Among the entries below, one stretch runs from the line that contains "ring tip: (838, 941)" through the line that contains "pinky tip: (1170, 959)". Repeat that stretch exactly, ends included, and only that.

_RECORDS SHOWN:_
____

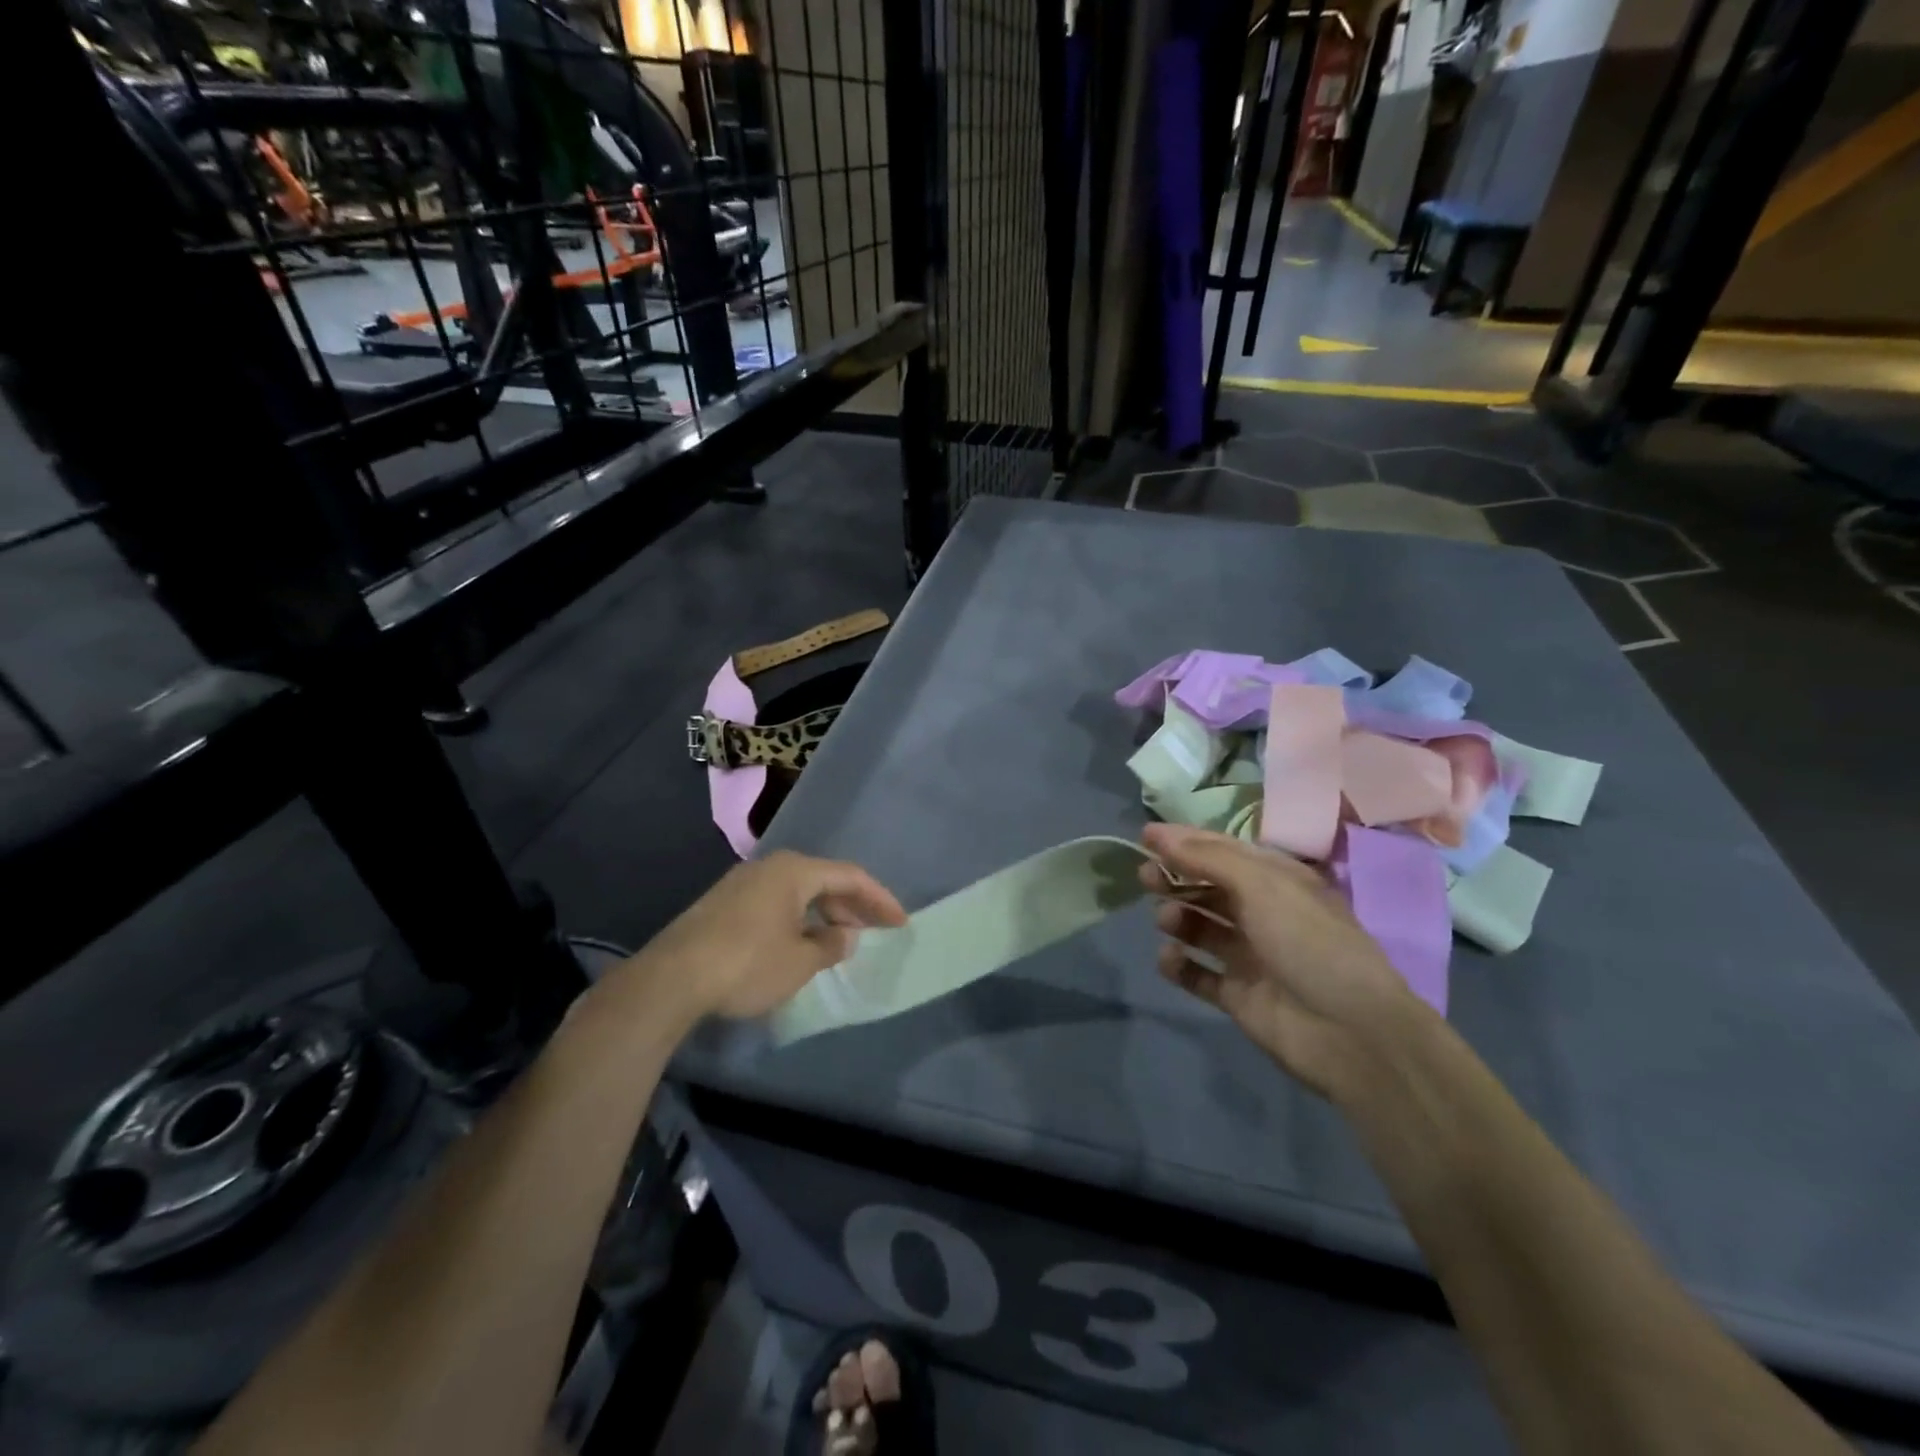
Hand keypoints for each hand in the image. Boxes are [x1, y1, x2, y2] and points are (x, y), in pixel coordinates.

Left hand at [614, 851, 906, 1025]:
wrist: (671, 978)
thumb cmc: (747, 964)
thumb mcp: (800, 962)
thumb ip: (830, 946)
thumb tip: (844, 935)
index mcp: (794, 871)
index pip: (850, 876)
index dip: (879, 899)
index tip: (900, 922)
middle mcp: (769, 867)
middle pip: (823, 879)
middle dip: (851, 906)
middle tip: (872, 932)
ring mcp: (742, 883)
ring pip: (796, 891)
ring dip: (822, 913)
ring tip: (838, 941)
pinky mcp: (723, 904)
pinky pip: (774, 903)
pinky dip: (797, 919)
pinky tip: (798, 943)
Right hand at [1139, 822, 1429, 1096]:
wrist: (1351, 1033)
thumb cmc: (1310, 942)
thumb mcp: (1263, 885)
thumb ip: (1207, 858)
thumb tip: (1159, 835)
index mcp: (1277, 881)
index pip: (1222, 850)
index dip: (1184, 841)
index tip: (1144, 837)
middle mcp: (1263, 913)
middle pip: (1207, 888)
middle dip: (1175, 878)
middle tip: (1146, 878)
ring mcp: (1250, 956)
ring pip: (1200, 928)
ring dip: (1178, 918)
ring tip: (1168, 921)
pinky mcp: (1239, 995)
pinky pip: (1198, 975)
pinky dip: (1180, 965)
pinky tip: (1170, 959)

____

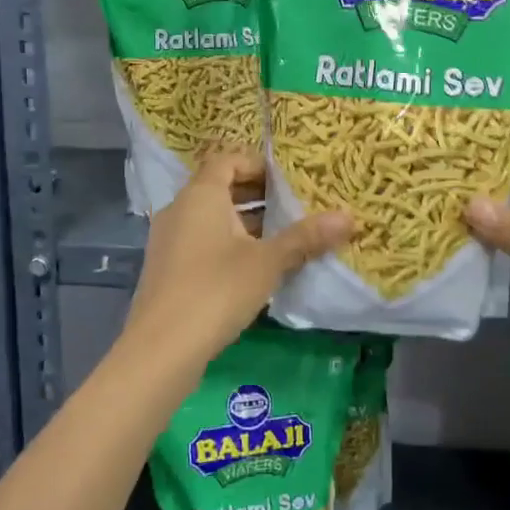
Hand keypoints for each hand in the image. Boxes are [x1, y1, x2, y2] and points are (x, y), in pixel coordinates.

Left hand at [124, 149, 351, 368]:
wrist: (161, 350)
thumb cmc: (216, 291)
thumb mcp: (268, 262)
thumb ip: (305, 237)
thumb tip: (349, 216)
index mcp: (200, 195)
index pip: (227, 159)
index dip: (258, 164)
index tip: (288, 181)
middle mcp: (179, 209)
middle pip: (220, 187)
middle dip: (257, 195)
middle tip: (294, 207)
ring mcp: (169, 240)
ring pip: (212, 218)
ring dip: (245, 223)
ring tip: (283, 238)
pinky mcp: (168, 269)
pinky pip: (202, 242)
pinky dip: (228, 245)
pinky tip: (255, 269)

____

_SOLUTION TO THE PROBLEM:_
ring tip: (838, 941)
pinky mcp: (723, 904)
pinky pip: (774, 903)
pinky dip: (797, 919)
pinky tip: (798, 943)
Right hand at [1139, 822, 1429, 1096]:
wrist: (1351, 1033)
thumb cmc: (1310, 942)
thumb mcp: (1263, 885)
thumb ip: (1207, 858)
thumb tip: (1159, 835)
index mcp: (1277, 881)
index pip: (1222, 850)
index dip: (1184, 841)
index tip: (1144, 837)
middle mcp: (1263, 913)
middle pip: (1207, 888)
middle dip: (1175, 878)
middle tip: (1146, 878)
ring mcp: (1250, 956)
ring pip: (1200, 928)
ring dip: (1178, 918)
ring tip: (1168, 921)
pinky mcp: (1239, 995)
pinky pip: (1198, 975)
pinky dip: (1180, 965)
pinky tip: (1170, 959)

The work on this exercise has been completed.